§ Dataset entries

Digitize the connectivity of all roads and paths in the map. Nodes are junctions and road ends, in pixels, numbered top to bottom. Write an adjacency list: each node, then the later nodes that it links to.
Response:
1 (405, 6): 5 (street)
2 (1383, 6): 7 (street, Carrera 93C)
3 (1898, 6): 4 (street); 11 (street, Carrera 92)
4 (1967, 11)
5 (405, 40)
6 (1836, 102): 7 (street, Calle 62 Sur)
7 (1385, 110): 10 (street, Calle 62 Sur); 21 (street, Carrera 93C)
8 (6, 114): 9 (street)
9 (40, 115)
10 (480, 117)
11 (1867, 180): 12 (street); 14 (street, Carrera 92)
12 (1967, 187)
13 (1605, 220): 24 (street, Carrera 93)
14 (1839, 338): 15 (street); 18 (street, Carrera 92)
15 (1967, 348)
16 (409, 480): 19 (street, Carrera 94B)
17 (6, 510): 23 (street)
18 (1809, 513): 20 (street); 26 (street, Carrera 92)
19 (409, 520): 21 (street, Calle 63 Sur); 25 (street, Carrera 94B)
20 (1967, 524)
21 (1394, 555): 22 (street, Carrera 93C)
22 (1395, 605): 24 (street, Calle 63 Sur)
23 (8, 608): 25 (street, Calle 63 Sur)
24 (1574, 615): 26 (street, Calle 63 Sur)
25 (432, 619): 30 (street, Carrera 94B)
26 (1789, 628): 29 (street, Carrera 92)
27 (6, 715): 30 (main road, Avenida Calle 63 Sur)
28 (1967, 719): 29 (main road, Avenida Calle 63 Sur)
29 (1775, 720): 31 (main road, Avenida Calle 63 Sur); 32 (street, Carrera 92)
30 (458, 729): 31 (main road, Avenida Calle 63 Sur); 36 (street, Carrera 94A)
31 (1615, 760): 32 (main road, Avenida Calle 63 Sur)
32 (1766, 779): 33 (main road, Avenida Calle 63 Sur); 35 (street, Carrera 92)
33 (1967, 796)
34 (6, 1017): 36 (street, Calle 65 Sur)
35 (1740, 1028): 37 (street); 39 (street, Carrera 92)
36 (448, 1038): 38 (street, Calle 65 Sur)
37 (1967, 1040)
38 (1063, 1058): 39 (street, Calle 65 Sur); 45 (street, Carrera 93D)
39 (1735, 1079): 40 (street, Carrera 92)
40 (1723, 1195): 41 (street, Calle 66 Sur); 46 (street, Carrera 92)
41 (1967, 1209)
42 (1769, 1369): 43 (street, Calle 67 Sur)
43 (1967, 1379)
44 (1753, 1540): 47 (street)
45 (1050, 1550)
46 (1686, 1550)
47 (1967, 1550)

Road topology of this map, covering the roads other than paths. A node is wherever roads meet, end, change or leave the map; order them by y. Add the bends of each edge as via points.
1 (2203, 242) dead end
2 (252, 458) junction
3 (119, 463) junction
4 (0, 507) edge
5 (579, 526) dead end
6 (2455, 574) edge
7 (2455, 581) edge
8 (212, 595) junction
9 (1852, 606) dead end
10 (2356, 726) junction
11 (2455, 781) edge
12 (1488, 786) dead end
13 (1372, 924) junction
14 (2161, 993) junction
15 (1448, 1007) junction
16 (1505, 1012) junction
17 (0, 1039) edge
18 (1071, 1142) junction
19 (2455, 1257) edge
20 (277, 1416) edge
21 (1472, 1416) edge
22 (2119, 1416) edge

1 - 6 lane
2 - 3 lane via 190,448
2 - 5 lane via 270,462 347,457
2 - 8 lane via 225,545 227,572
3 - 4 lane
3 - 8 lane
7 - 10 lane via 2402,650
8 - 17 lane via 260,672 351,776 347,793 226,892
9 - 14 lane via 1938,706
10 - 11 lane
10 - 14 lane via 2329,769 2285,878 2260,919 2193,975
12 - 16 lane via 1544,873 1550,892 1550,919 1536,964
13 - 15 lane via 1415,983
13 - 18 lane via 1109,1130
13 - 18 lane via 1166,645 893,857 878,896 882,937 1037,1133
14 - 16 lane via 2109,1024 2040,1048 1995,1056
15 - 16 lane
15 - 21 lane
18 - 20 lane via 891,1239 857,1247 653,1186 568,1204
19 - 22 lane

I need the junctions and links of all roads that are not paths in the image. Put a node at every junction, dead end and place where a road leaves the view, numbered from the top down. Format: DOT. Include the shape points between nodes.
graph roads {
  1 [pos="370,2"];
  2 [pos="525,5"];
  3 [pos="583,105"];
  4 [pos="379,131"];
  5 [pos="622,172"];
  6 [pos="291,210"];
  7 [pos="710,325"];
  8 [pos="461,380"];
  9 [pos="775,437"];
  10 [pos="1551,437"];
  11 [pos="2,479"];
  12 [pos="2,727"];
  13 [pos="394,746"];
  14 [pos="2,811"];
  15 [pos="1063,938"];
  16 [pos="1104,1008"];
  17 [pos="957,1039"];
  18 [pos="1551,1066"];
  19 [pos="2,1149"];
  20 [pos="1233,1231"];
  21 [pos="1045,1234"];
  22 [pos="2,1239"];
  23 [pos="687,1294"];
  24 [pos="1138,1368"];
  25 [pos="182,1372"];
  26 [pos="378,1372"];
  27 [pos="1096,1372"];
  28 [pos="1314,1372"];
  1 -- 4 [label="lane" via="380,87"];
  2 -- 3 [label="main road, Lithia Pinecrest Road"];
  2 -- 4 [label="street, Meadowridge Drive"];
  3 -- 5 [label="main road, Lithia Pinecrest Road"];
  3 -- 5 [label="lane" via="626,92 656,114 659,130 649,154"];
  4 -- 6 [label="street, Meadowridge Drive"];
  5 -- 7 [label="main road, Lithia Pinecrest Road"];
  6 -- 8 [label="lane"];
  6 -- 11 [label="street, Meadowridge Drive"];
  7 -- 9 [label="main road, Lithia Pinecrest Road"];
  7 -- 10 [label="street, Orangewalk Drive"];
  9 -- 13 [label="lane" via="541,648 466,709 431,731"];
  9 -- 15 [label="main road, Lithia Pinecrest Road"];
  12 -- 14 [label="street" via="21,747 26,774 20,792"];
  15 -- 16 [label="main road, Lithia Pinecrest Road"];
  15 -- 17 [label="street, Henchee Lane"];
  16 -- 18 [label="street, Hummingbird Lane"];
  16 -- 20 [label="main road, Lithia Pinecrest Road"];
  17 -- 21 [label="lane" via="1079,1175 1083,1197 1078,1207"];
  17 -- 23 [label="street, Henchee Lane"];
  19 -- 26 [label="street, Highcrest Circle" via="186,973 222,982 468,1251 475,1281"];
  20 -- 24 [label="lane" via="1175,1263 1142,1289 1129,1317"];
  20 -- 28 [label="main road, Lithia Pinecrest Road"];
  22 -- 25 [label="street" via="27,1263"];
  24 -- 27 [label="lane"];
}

§ ACTIVITY
Every entry above, from first to last, should be repeated exactly.

§ PROBLEM SOLUTION
Digitize the connectivity of all roads and paths in the map. Nodes are junctions and road ends, in pixels, numbered top to bottom. Write an adjacency list: each node, then the later nodes that it links to.
Response:
1 (405, 6): 5 (street)
2 (1383, 6): 7 (street, Carrera 93C)
3 (1898, 6): 4 (street); 11 (street, Carrera 92)
4 (1967, 11)
5 (405, 40)
6 (1836, 102): 7 (street, Calle 62 Sur)
7 (1385, 110): 10 (street, Calle 62 Sur); 21 (street, Carrera 93C)
8 (6, 114): 9 (street)
9 (40, 115)
10 (480, 117)
11 (1867, 180): 12 (street); 14 (street, Carrera 92)
12 (1967, 187)
13 (1605, 220): 24 (street, Carrera 93)
14 (1839, 338): 15 (street); 18 (street, Carrera 92)
15 (1967, 348)
16 (409, 480): 19 (street, Carrera 94B)
17 (6, 510): 23 (street)
18 (1809, 513): 20 (street); 26 (street, Carrera 92)
19 (409, 520): 21 (street, Calle 63 Sur); 25 (street, Carrera 94B)
20 (1967, 524)
21 (1394, 555): 22 (street, Carrera 93C)
22 (1395, 605): 24 (street, Calle 63 Sur)
23 (8, 608): 25 (street, Calle 63 Sur)
24 (1574, 615): 26 (street, Calle 63 Sur)
25 (432, 619): 30 (street, Carrera 94B)
26 (1789, 628): 29 (street, Carrera 92)
27 (6, 715): 30 (main road, Avenida Calle 63 Sur)
28 (1967, 719): 29 (main road, Avenida Calle 63 Sur)
29 (1775, 720): 31 (main road, Avenida Calle 63 Sur); 32 (street, Carrera 92)
30 (458, 729): 31 (main road, Avenida Calle 63 Sur); 36 (street, Carrera 94A)
31 (1615, 760): 32 (main road, Avenida Calle 63 Sur)
32 (1766, 779): 33 (main road, Avenida Calle 63 Sur); 35 (street, Carrera 92)
33 (1967, 796)
34 (6, 1017): 36 (street, Calle 65 Sur)
35 (1740, 1028): 37 (street); 39 (street, Carrera 92)
36 (448, 1038): 38 (street, Calle 65 Sur)
37 (1967, 1040)
38 (1063, 1058): 39 (street, Calle 65 Sur); 45 (street, Carrera 93D)
39 (1735, 1079): 40 (street, Carrera 92)
40 (1723, 1195): 41 (street, Calle 66 Sur); 46 (street, Carrera 92)
41 (1967, 1209)
42 (1769, 1369): 43 (street, Calle 67 Sur)
43 (1967, 1379)
44 (1753, 1540): 47 (street)
45 (1050, 1550)
46 (1686, 1550)
47 (1967, 1550)

Road topology of this map, covering the roads other than paths. A node is wherever roads meet, end, change or leave the map; order them by y. Add the bends of each edge as via points.
1 (2203, 242) dead end
2 (252, 458) junction
3 (119, 463) junction
4 (0, 507) edge
5 (579, 526) dead end
6 (2455, 574) edge
7 (2455, 581) edge
8 (212, 595) junction
9 (1852, 606) dead end
10 (2356, 726) junction
11 (2455, 781) edge
12 (1488, 786) dead end
13 (1372, 924) junction
14 (2161, 993) junction
15 (1448, 1007) junction
16 (1505, 1012) junction
17 (0, 1039) edge
18 (1071, 1142) junction
19 (2455, 1257) edge
20 (277, 1416) edge
21 (1472, 1416) edge
22 (2119, 1416) edge

1 - 6 lane
2 - 3 lane via 190,448
2 - 5 lane via 270,462 347,457
2 - 8 lane via 225,545 227,572
3 - 4 lane
3 - 8 lane
7 - 10 lane via 2402,650
8 - 17 lane via 260,672 351,776 347,793 226,892
9 - 14 lane via 1938,706
10 - 11 lane
10 - 14 lane via 2329,769 2285,878 2260,919 2193,975
12 - 16 lane via 1544,873 1550,892 1550,919 1536,964
13 - 15 lane via 1415,983
13 - 18 lane via 1109,1130
13 - 18 lane via 1166,645 893,857 878,896 882,937 1037,1133
14 - 16 lane via 2109,1024 2040,1048 1995,1056
15 - 16 lane
15 - 21 lane
18 - 20 lane via 891,1239 857,1247 653,1186 568,1204
19 - 22 lane

I need the junctions and links of all roads that are not paths in the image. Put a node at every junction, dead end and place where a road leaves the view, numbered from the top down. Format: DOT. Include the shape points between nodes.
graph roads {
  1 [pos="370,2"];
  2 [pos="525,5"];
  3 [pos="583,105"];
  4 [pos="379,131"];
  5 [pos="622,172"];
  6 [pos="291,210"];
  7 [pos="710,325"];
  8 [pos="461,380"];
  9 [pos="775,437"];
  10 [pos="1551,437"];
  11 [pos="2,479"];
  12 [pos="2,727"];
  13 [pos="394,746"];
  14 [pos="2,811"];
  15 [pos="1063,938"];
  16 [pos="1104,1008"];
  17 [pos="957,1039"];
  18 [pos="1551,1066"];
  19 [pos="2,1149"];
  20 [pos="1233,1231"];
  21 [pos="1045,1234"];
  22 [pos="2,1239"];
  23 [pos="687,1294"];
  24 [pos="1138,1368"];
  25 [pos="182,1372"];
  26 [pos="378,1372"];
  27 [pos="1096,1372"];
  28 [pos="1314,1372"];
  1 -- 4 [label="lane" via="380,87"];
  2 -- 3 [label="main road, Lithia Pinecrest Road"];
  2 -- 4 [label="street, Meadowridge Drive"];
  3 -- 5 [label="main road, Lithia Pinecrest Road"];
  3 -- 5 [label="lane" via="626,92 656,114 659,130 649,154"];
  4 -- 6 [label="street, Meadowridge Drive"];
  5 -- 7 [label="main road, Lithia Pinecrest Road"];
  6 -- 8 [label="lane"];
  6 -- 11 [label="street, Meadowridge Drive"];
  7 -- 9 [label="main road, Lithia Pinecrest Road"];
  7 -- 10 [label="street, Orangewalk Drive"];
  9 -- 13 [label="lane" via="541,648 466,709 431,731"];
  9 -- 15 [label="main road, Lithia Pinecrest Road"];
  12 -- 14 [label="street" via="21,747 26,774 20,792"];
  15 -- 16 [label="main road, Lithia Pinecrest Road"];
  15 -- 17 [label="street, Henchee Lane"];
  16 -- 18 [label="street, Hummingbird Lane"];
  16 -- 20 [label="main road, Lithia Pinecrest Road"];
  17 -- 21 [label="lane" via="1079,1175 1083,1197 1078,1207"];
  17 -- 23 [label="street, Henchee Lane"];
  19 -- 26 [label="street, Highcrest Circle" via="186,973 222,982 468,1251 475,1281"];
  20 -- 24 [label="lane" via="1175,1263 1142,1289 1129,1317"];
  20 -- 28 [label="main road, Lithia Pinecrest Road"];
  22 -- 25 [label="street" via="27,1263"];
  24 -- 27 [label="lane"];
}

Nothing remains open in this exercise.